● **Records provided**:
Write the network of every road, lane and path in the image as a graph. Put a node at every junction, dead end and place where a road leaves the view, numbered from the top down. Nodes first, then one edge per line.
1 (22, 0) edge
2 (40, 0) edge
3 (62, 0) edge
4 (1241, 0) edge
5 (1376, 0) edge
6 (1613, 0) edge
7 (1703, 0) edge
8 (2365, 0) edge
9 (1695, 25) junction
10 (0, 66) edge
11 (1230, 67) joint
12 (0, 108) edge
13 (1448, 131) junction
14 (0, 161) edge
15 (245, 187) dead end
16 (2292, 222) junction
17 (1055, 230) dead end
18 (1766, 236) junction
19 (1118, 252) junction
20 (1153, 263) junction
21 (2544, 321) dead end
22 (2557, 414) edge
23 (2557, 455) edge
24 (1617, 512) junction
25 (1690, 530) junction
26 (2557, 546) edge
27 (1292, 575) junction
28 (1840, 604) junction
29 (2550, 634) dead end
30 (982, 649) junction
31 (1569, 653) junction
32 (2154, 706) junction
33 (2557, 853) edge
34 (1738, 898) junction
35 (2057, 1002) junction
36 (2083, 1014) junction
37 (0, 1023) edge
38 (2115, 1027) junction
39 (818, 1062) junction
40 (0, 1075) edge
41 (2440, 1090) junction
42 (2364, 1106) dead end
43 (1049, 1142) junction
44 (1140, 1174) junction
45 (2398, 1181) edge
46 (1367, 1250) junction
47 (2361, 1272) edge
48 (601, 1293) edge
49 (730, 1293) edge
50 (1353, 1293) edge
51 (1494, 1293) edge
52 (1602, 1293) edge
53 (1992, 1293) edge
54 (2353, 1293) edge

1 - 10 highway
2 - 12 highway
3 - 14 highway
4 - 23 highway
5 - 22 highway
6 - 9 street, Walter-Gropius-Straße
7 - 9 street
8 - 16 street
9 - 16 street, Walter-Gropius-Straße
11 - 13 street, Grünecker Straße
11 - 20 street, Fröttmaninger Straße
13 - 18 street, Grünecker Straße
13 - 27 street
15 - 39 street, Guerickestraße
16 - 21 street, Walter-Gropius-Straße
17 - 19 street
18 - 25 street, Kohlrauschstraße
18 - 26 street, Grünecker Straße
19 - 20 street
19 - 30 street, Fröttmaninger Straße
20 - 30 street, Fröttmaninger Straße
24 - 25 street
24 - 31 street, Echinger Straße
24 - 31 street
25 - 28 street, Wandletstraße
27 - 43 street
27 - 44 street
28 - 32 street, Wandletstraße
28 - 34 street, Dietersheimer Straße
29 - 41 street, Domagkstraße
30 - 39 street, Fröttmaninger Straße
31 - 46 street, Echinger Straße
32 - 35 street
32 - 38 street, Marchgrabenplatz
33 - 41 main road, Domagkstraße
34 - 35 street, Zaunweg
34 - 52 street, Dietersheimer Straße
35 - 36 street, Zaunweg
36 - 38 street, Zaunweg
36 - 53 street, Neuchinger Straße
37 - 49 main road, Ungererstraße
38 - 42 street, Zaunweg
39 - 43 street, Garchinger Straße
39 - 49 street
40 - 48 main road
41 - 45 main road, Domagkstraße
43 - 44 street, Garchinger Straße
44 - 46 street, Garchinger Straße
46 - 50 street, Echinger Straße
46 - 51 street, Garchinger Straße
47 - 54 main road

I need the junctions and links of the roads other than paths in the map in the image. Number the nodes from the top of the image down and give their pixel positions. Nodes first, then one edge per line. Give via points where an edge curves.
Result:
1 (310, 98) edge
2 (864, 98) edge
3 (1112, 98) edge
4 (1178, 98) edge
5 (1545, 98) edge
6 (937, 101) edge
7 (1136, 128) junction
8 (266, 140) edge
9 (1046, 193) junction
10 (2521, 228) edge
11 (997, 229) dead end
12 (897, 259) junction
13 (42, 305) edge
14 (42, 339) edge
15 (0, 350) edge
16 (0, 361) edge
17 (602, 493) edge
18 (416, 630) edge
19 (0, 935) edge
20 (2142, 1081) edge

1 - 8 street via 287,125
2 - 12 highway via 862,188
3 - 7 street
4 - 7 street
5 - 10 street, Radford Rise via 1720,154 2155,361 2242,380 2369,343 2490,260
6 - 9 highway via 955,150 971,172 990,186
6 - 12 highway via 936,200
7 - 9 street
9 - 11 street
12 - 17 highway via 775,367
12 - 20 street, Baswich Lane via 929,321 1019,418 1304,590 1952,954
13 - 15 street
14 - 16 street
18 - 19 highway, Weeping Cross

● **Aim of the task**: Exactly as they appear above, give the entries again.

● **Answer to this exercise**:
Write the network of every road, lane and path in the image as a graph. Put a node at every junction, dead end and place where a road leaves the view, numbered from the top down. Nodes first, then one edge per line.
1 (22, 0) edge
2 (40, 0) edge
3 (62, 0) edge
4 (1241, 0) edge
5 (1376, 0) edge
6 (1613, 0) edge
7 (1703, 0) edge
8 (2365, 0) edge
9 (1695, 25) junction
10 (0, 66) edge
11 (1230, 67) joint
12 (0, 108) edge
13 (1448, 131) junction
14 (0, 161) edge
15 (245, 187) dead end
16 (2292, 222) junction
17 (1055, 230) dead end
18 (1766, 236) junction
19 (1118, 252) junction
20 (1153, 263) junction
21 (2544, 321) dead end
22 (2557, 414) edge
23 (2557, 455) edge
24 (1617, 512) junction
25 (1690, 530) junction
26 (2557, 546) edge
27 (1292, 575) junction
28 (1840, 604) junction
29 (2550, 634) dead end
30 (982, 649) junction
31 (1569, 653) junction
32 (2154, 706) junction
33 (2557, 853) edge
34 (1738, 898) junction
35 (2057, 1002) junction
36 (2083, 1014) junction
37 (0, 1023) edge
38 (2115, 1027) junction
39 (818, 1062) junction
40 (0, 1075) edge
41 (2440, 1090) junction
42 (2364, 1106) dead end
43 (1049, 1142) junction
44 (1140, 1174) junction
45 (2398, 1181) edge
46 (1367, 1250) junction
47 (2361, 1272) edge
48 (601, 1293) edge
49 (730, 1293) edge
50 (1353, 1293) edge
51 (1494, 1293) edge
52 (1602, 1293) edge
53 (1992, 1293) edge
54 (2353, 1293) edge

1 - 10 highway
2 - 12 highway
3 - 14 highway
4 - 23 highway
5 - 22 highway
6 - 9 street, Walter-Gropius-Straße
7 - 9 street
8 - 16 street
9 - 16 street, Walter-Gropius-Straße
11 - 13 street, Grünecker Straße
11 - 20 street, Fröttmaninger Straße
13 - 18 street, Grünecker Straße
13 - 27 street
15 - 39 street, Guerickestraße
16 - 21 street, Walter-Gropius-Straße
17 - 19 street
18 - 25 street, Kohlrauschstraße
18 - 26 street, Grünecker Straße
19 - 20 street
19 - 30 street, Fröttmaninger Straße
20 - 30 street, Fröttmaninger Straße
24 - 25 street
24 - 31 street, Echinger Straße
24 - 31 street
25 - 28 street, Wandletstraße
27 - 43 street
27 - 44 street
28 - 32 street, Wandletstraße
28 - 34 street, Dietersheimer Straße
29 - 41 street, Domagkstraße
30 - 39 street, Fröttmaninger Straße
31 - 46 street, Echinger Straße
32 - 35 street
32 - 38 street, Marchgrabenplatz
33 - 41 main road, Domagkstraße
34 - 35 street, Zaunweg
34 - 52 street, Dietersheimer Straße
35 - 36 street, Zaunweg
36 - 38 street, Zaunweg
36 - 53 street, Neuchinger Straße
37 - 49 main road, Ungererstraße
38 - 42 street, Zaunweg
39 - 43 street, Garchinger Straße
39 - 49 street
40 - 48 main road
41 - 45 main road, Domagkstraße
43 - 44 street, Garchinger Straße
44 - 46 street, Garchinger Straße
46 - 50 street, Echinger Straße
46 - 51 street, Garchinger Straße
47 - 54 main road

I need the junctions and links of the roads other than paths in the map in the image. Number the nodes from the top of the image down and give their pixel positions. Nodes first, then one edge per line. Give via points where an edge curves.
Result:
1 (310, 98) edge
2 (864, 98) edge
3 (1112, 98) edge
4 (1178, 98) edge
5 (1545, 98) edge
6 (937, 101) edge
7 (1136, 128) junction
8 (266, 140) edge
9 (1046, 193) junction
10 (2521, 228) edge
11 (997, 229) dead end
12 (897, 259) junction
13 (42, 305) edge
14 (42, 339) edge
15 (0, 350) edge
16 (0, 361) edge
17 (602, 493) edge
18 (416, 630) edge
19 (0, 935) edge
20 (2142, 1081) edge

1 - 8 street via 287,125
2 - 12 highway via 862,188
3 - 7 street
4 - 7 street
5 - 10 street, Radford Rise via 1720,154 2155,361 2242,380 2369,343 2490,260
6 - 9 highway via 955,150 971,172 990,186
6 - 12 highway via 936,200
7 - 9 street
9 - 11 street
12 - 17 highway via 775,367
12 - 20 street, Baswich Lane via 929,321 1019,418 1304,590 1952,954
13 - 15 street
14 - 16 street
18 - 19 highway, Weeping Cross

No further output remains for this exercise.